Thirusubramanian Ganesan 12 developed an AI-driven system for detecting financial fraud in IoT environments, utilising advanced algorithms like anomaly detection and clustering. The system enhances real-time fraud detection by distinguishing between legitimate and fraudulent activities, similar to approaches used in phishing detection. Our research applies a similar AI-powered approach, combining advanced neural architectures for detection with noise injection for enhanced robustness. Like Ganesan’s fraud detection system, this approach improves real-time analysis, decision-making, and security, ensuring adaptive learning and continuous monitoring for phishing threats in a Zero Trust framework.
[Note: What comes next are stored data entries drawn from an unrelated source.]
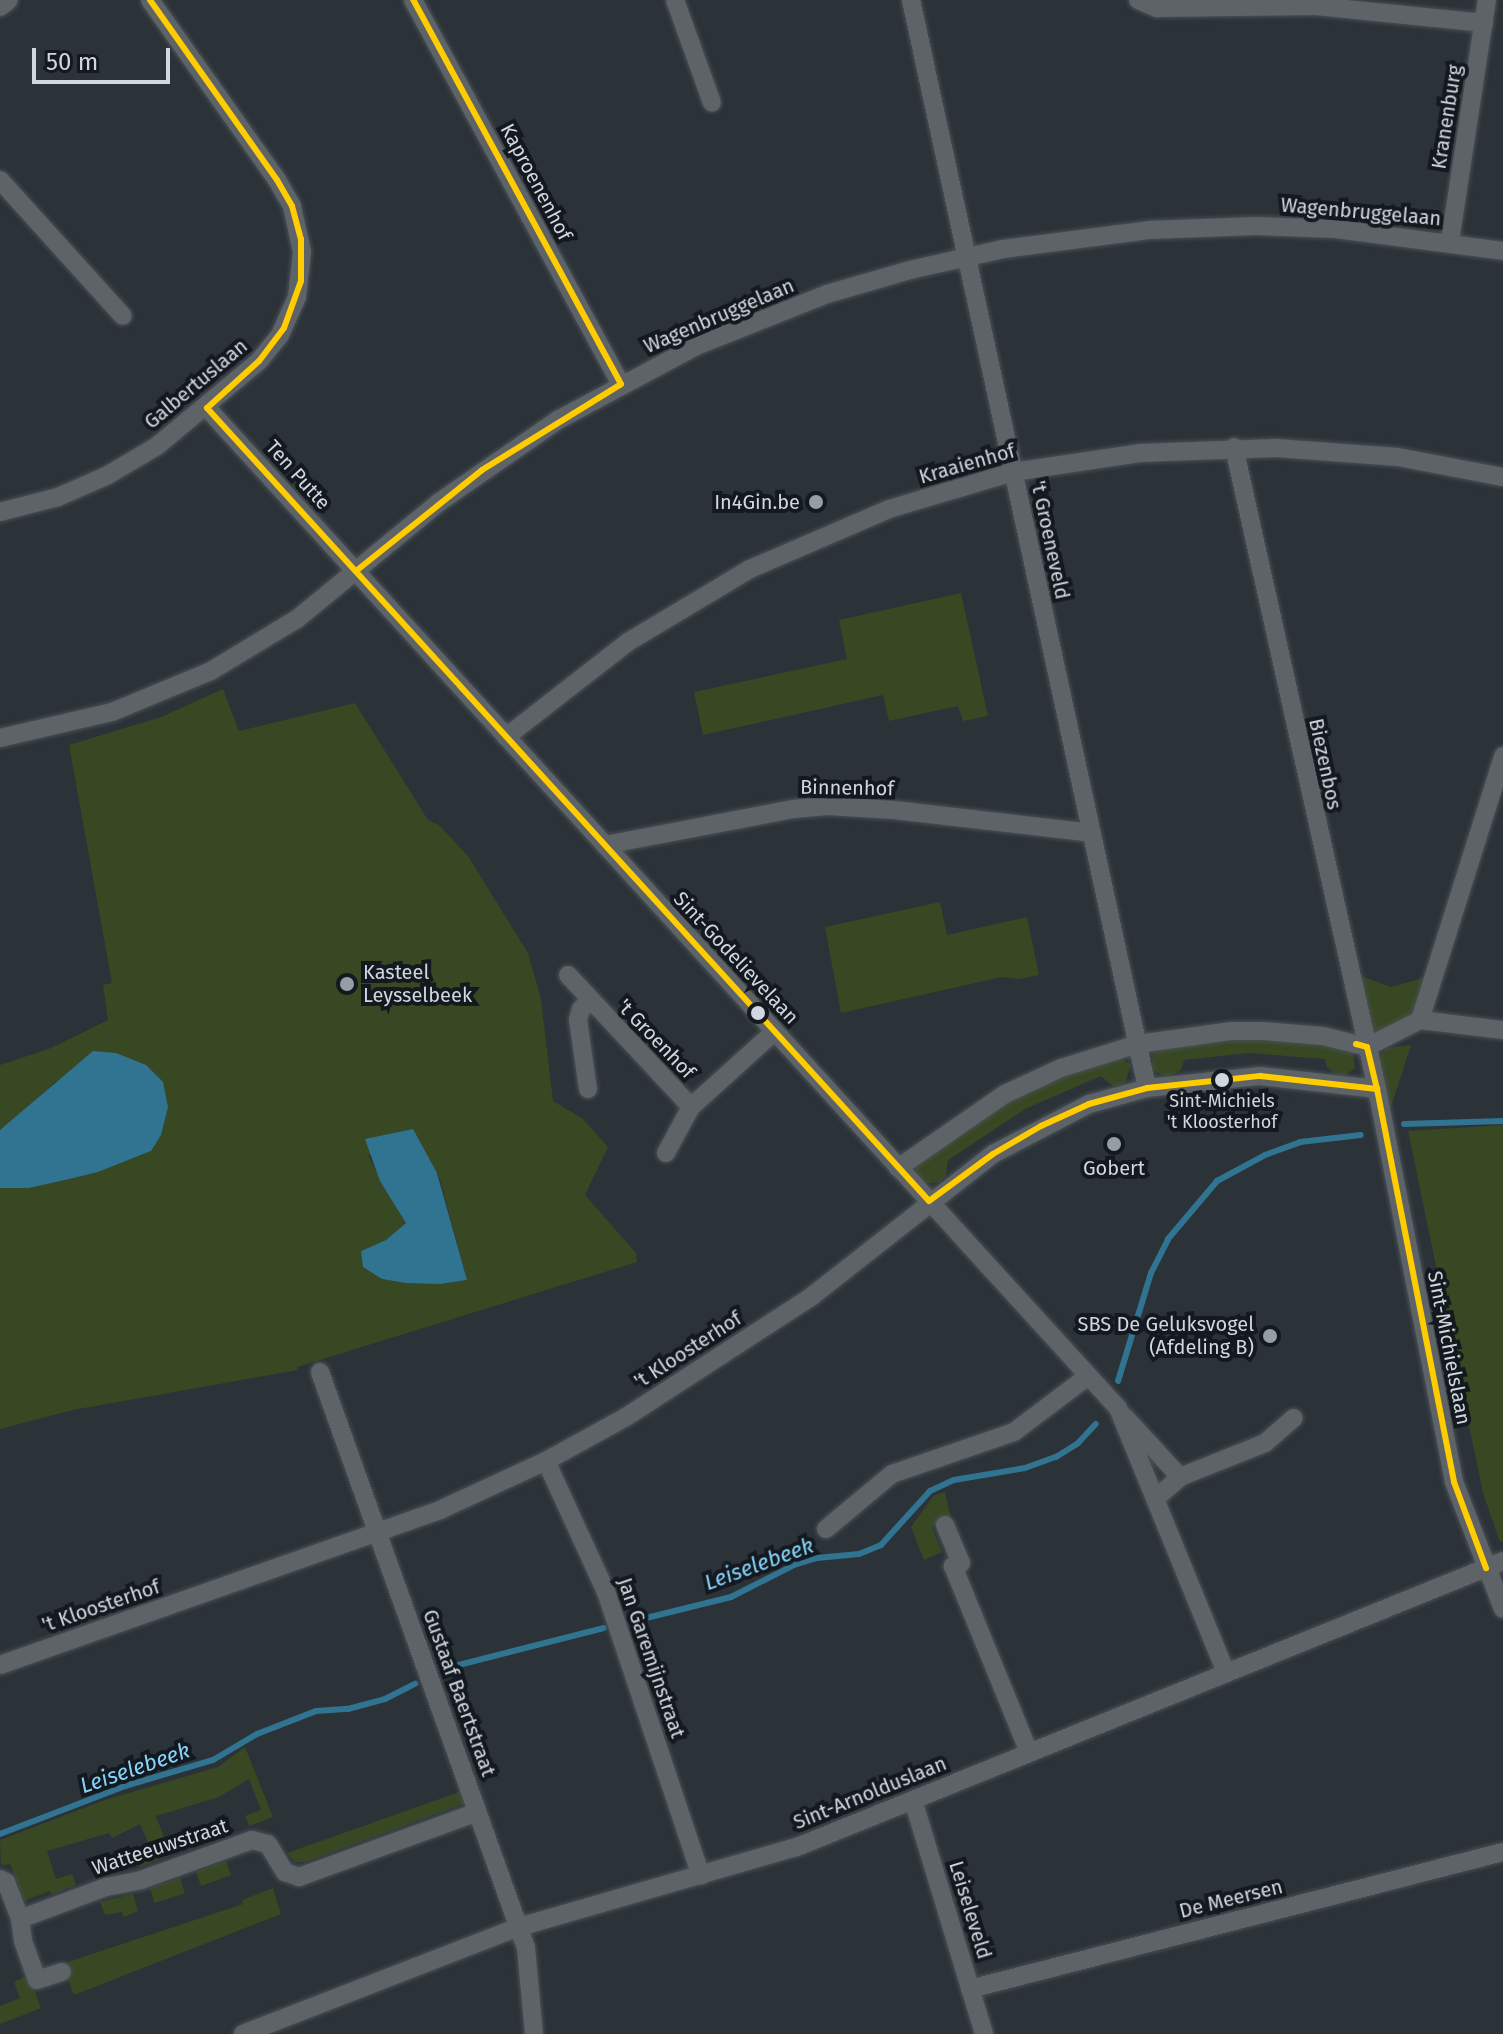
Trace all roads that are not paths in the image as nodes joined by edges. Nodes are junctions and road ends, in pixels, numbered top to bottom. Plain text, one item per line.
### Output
1 (9, 0) edge
2 (150, 0) edge
3 (413, 0) edge
4 (675, 0) edge
5 (911, 0) edge
6 (1138, 0) edge
7 (1487, 0) edge
8 (0, 7) edge
9 (1484, 23) junction
10 (712, 103) dead end
11 (0, 180) edge
12 (1450, 241) junction
13 (1503, 251) edge
14 (966, 256) junction
15 (123, 316) dead end
16 (621, 384) junction
17 (207, 408) junction
18 (1234, 447) junction
19 (1013, 472) junction
20 (1503, 477) edge
21 (0, 512) edge
22 (356, 571) junction
23 (506, 737) junction
24 (0, 738) edge
25 (1503, 756) edge
26 (1092, 833) junction
27 (605, 845) junction
28 (568, 975) dead end
29 (590, 1001) junction
30 (1420, 1020) junction
31 (1503, 1030) edge
32 (774, 1032) junction
33 (1138, 1044) junction
34 (1367, 1047) junction
35 (1147, 1088) junction
36 (588, 1089) dead end
37 (1377, 1089) junction
38 (691, 1107) junction
39 (666, 1153) dead end
40 (898, 1168) junction
41 (929, 1201) junction
42 (320, 1372) dead end
43 (1088, 1376) junction
44 (1118, 1408) junction
45 (1294, 1418) dead end
46 (546, 1461) junction
47 (1180, 1477) junction
48 (1155, 1499) junction
49 (945, 1525) dead end
50 (826, 1529) dead end
51 (378, 1532) junction
52 (1495, 1564) edge
53 (1503, 1609) edge
54 (0, 1665) edge
55 (1226, 1673) junction
56 (1029, 1752) junction
57 (913, 1800) junction
58 (478, 1812) junction
59 (1503, 1852) edge
60 (701, 1876) junction
61 (0, 1879) edge
62 (20, 1919) junction
63 (519, 1927) junction
64 (62, 1972) dead end
65 (970, 1989) junction
66 (243, 2034) edge
67 (534, 2034) edge
68 (984, 2034) edge

1 - 8 street
2 - 17 street, Galbertuslaan
3 - 16 street, Kaproenenhof
4 - 10 street
5 - 14 street, 't Groeneveld
6 - 9 street
7 - 9 street, Kranenburg
9 - 12 street, Kranenburg
11 - 15 street
12 - 13 street, Wagenbruggelaan
12 - 14 street, Wagenbruggelaan
14 - 16 street, Wagenbruggelaan
14 - 19 street, 't Groeneveld
16 - 22 street, Wagenbruggelaan
17 - 21 street, Galbertuslaan
17 - 22 street, Ten Putte
18 - 19 street, Kraaienhof
18 - 20 street, Kraaienhof
18 - 34 street, Biezenbos
19 - 23 street, Kraaienhof
19 - 26 street, 't Groeneveld
22 - 23 street, Sint-Godelievelaan
22 - 24 street, Wagenbruggelaan
23 - 27 street, Sint-Godelievelaan
25 - 30 street
26 - 27 street, Binnenhof
26 - 33 street, 't Groeneveld
27 - 32 street, Sint-Godelievelaan
28 - 29 street, 't Groenhof
29 - 36 street, 't Groenhof
29 - 38 street, 't Groenhof
30 - 31 street
30 - 34 street
32 - 38 street, 't Groenhof
32 - 40 street, Sint-Godelievelaan
33 - 34 street
33 - 35 street, 't Groeneveld
33 - 40 street
34 - 37 street, Biezenbos
35 - 37 street, 't Kloosterhof
35 - 41 street, 't Kloosterhof
37 - 52 street, Sint-Michielslaan
38 - 39 street, 't Groenhof
40 - 41 street, Sint-Godelievelaan
41 - 43 street, Sint-Godelievelaan
41 - 46 street, 't Kloosterhof
42 - 51 street, Gustaaf Baertstraat
43 - 44 street, Sint-Godelievelaan
43 - 50 street
44 - 47 street, Sint-Godelievelaan
44 - 48 street, Sint-Godelievelaan
45 - 47 street
46 - 51 street, 't Kloosterhof
46 - 60 street, Jan Garemijnstraat
47 - 48 street
48 - 55 street, Sint-Godelievelaan
49 - 56 street
51 - 54 street, 't Kloosterhof
51 - 58 street, Gustaaf Baertstraat
52 - 53 street, Sint-Michielslaan
52 - 55 street, Sint-Arnolduslaan
55 - 56 street, Sint-Arnolduslaan
56 - 57 street, Sint-Arnolduslaan
57 - 60 street, Sint-Arnolduslaan
57 - 65 street, Leiseleveld
58 - 62 street, Watteeuwstraat
58 - 63 street, Gustaaf Baertstraat
59 - 65 street, De Meersen
60 - 63 street, Sint-Arnolduslaan
61 - 62 street
62 - 64 street
63 - 66 street, Sint-Arnolduslaan
63 - 67 street, Gustaaf Baertstraat
65 - 68 street, Leiseleveld

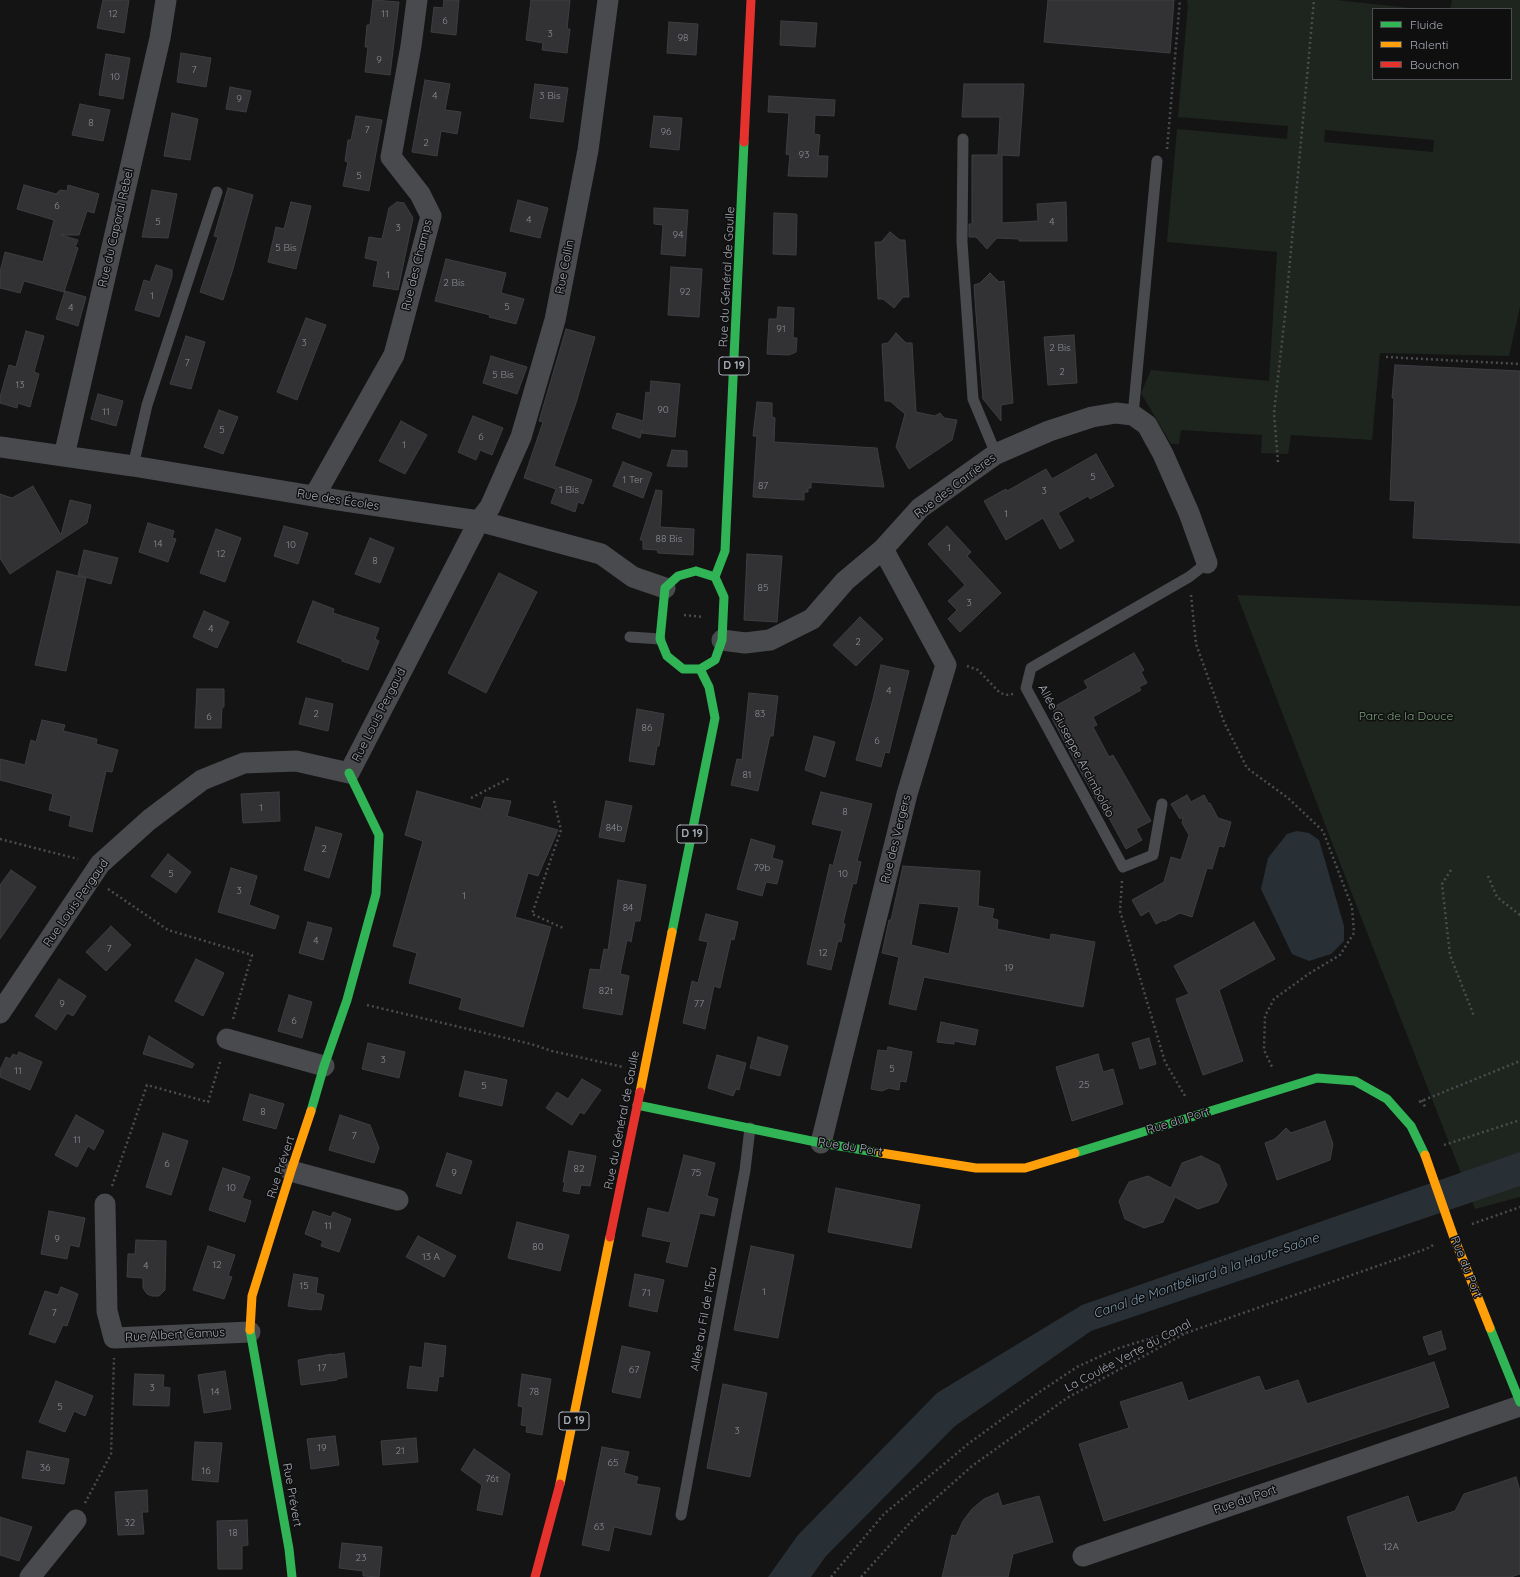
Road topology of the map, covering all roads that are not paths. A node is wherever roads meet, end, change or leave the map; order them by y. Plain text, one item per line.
1 (166, 0) edge
2 (417, 0) edge
3 (608, 0) edge
4 (751, 0) edge
5 (963, 140) dead end
6 (1158, 161) road end
7 (217, 192) dead end
8 (1133, 415) junction
9 (0, 447) edge
10 (996, 454) junction
11 (64, 456) junction
12 (133, 466) junction
13 (313, 496) junction
14 (479, 522) junction
15 (882, 549) junction
16 (1207, 563) joint
17 (715, 577) junction
18 (665, 588) junction
19 (723, 629) junction
20 (630, 637) dead end
21 (660, 639) junction
22 (700, 669) junction
23 (349, 773) junction
24 (1162, 804) dead end
25 (0, 1013) edge
26 (227, 1039) road end
27 (324, 1066) junction
28 (637, 1105) junction
29 (750, 1128) junction
30 (821, 1143) junction
31 (291, 1171) junction
32 (398, 1200) dead end
33 (105, 1204) road end
34 (250, 1332) junction
35 (1520, 1402) edge
36 (1520, 1406) edge
37 (681, 1515) dead end
38 (76, 1520) road end
39 (1083, 1556) dead end
40 (30, 1577) edge
41 (292, 1577) edge
42 (535, 1577) edge

1 - 11 street, Rue du Caporal Rebel
2 - 13 street, Rue des Champs
3 - 14 street, Rue Collin
4 - 17 street, Rue du Général de Gaulle / D 19
5 - 10 lane
6 - 8 lane
7 - 12 lane
8 - 10 street, Rue des Carrières
8 - 16 street
9 - 11 street, Rue des Écoles
10 - 15 street, Rue des Carrières
11 - 12 street, Rue des Écoles
12 - 13 street, Rue des Écoles
13 - 14 street, Rue des Écoles
14 - 18 street, Rue des Écoles
14 - 23 street, Rue Louis Pergaud
15 - 19 street, Rue des Carrières
15 - 30 street, Rue des Vergers
16 - 24 lane, Allée Giuseppe Arcimboldo
17 - 18 street
17 - 19 street
18 - 21 street
19 - 22 street
20 - 21 lane
21 - 22 street
22 - 28 street, Rue du Général de Gaulle / D 19
23 - 25 street, Rue Louis Pergaud
23 - 27 street, Rue Prévert
26 - 27 street
27 - 31 street, Rue Prévert
28 - 29 street, Rue du Port
28 - 42 street, Rue du Général de Gaulle / D 19
29 - 30 street, Rue du Port
29 - 37 lane, Allée au Fil de l'Eau
30 - 35 street, Rue du Port
31 - 32 street
31 - 34 street, Rue Prévert
33 - 34 street, Rue Albert Camus
34 - 41 street, Rue Prévert
36 - 39 street, Rue du Port
38 - 40 street

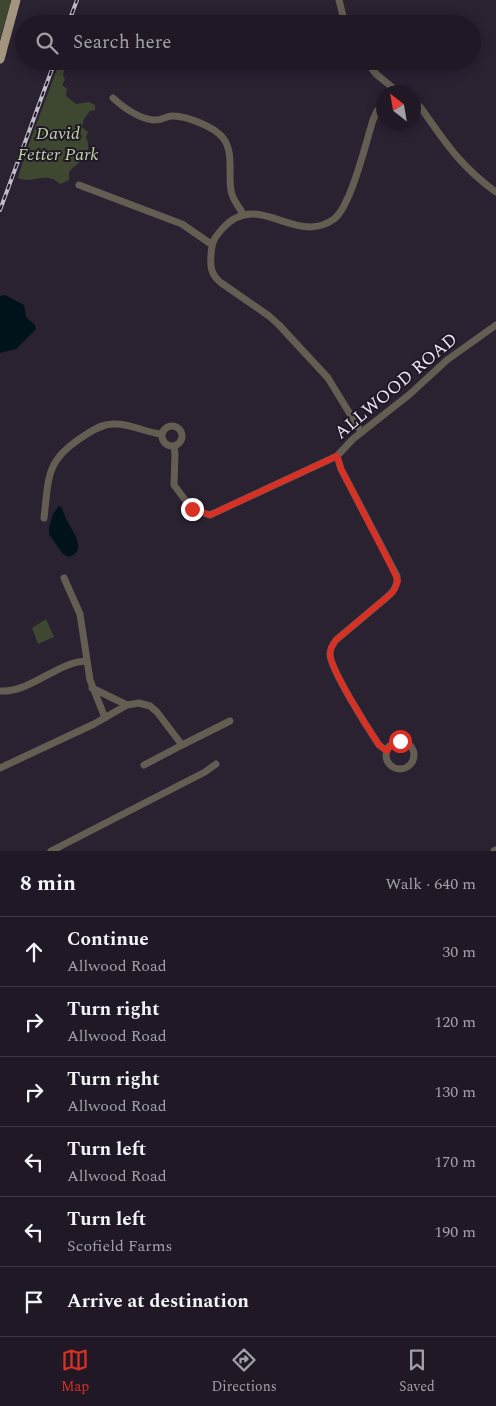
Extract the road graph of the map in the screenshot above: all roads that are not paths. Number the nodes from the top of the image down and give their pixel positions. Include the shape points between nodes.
1 (16, 0) edge
2 (339, 0) edge
3 (343, 15) edge
4 (0, 59) edge
5 (373, 70) edge
6 (389, 85) edge
7 (113, 98) dead end
8 (421, 108) edge
9 (376, 113) edge
10 (79, 185) dead end
11 (496, 192) edge
12 (243, 214) junction
13 (211, 244) junction
14 (496, 325) edge
15 (361, 432) junction
16 (162, 434) junction
17 (174, 446) junction
18 (337, 456) junction
19 (44, 518) dead end
20 (64, 578) dead end
21 (86, 661) junction
22 (92, 688) junction
23 (0, 691) edge
24 (127, 705) junction
25 (105, 718) junction
26 (230, 721) dead end
27 (182, 745) junction
28 (387, 751) junction
29 (216, 764) dead end
30 (144, 765) dead end
31 (0, 768) edge
32 (51, 851) edge

1 - 4 main road
2 - 3 street
5 - 6 street
7 - 12 street via 150,120 184,117 221,135 227,144 230,190
8 - 11 street via 460,161
9 - 12 street via 349,195 334,218 315,228 308,228 267,216
10 - 13 street via 182,224
12 - 13 street via 227,224
13 - 15 street via 213,276 279,325 328,378
14 - 15 street, ALLWOOD ROAD via 447,360
15 - 18 street, ALLWOOD ROAD
16 - 17 street via 165,443
16 - 17 street via 170,426 179,429 181,439
16 - 19 street via 111,424 74,442 51,469
17 - 18 street via 174,484 192,509 210,515
18 - 28 street, ALLWOOD ROAD via 398,581 393,592 336,640 330,658 366,726
20 - 21 street via 80,614
21 - 22 street
21 - 23 street via 75,662 14,690
22 - 24 street
22 - 25 street
24 - 25 street
24 - 27 street via 139,703 150,706
25 - 31 street
26 - 27 street
27 - 30 street
28 - 28 street, ALLWOOD ROAD via 388,760 398,769 406,768 414,758 411,746 404,742 392,744
29 - 32 street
Based on these findings, 13 established a unique model that develops the LSTM GRU algorithm to identify phishing URLs with remarkable accuracy of 98.89, significantly outperforming existing methods. The reason it is highly efficient and very scalable is because it needs less time for testing, training, and storage. Dharini et al. 14 published a multimodal method that joint URL structure analysis and ML methods. Their two-level detection method exceeded other recognized classifiers like XGBoost, Decision Tree, and Logistic Regression with a maximum accuracy of 96 using a Random Forest Classifier. Level 1 consisted of parsing URL components and assessing domain-specific features while Level 2 contained of using machine learning models.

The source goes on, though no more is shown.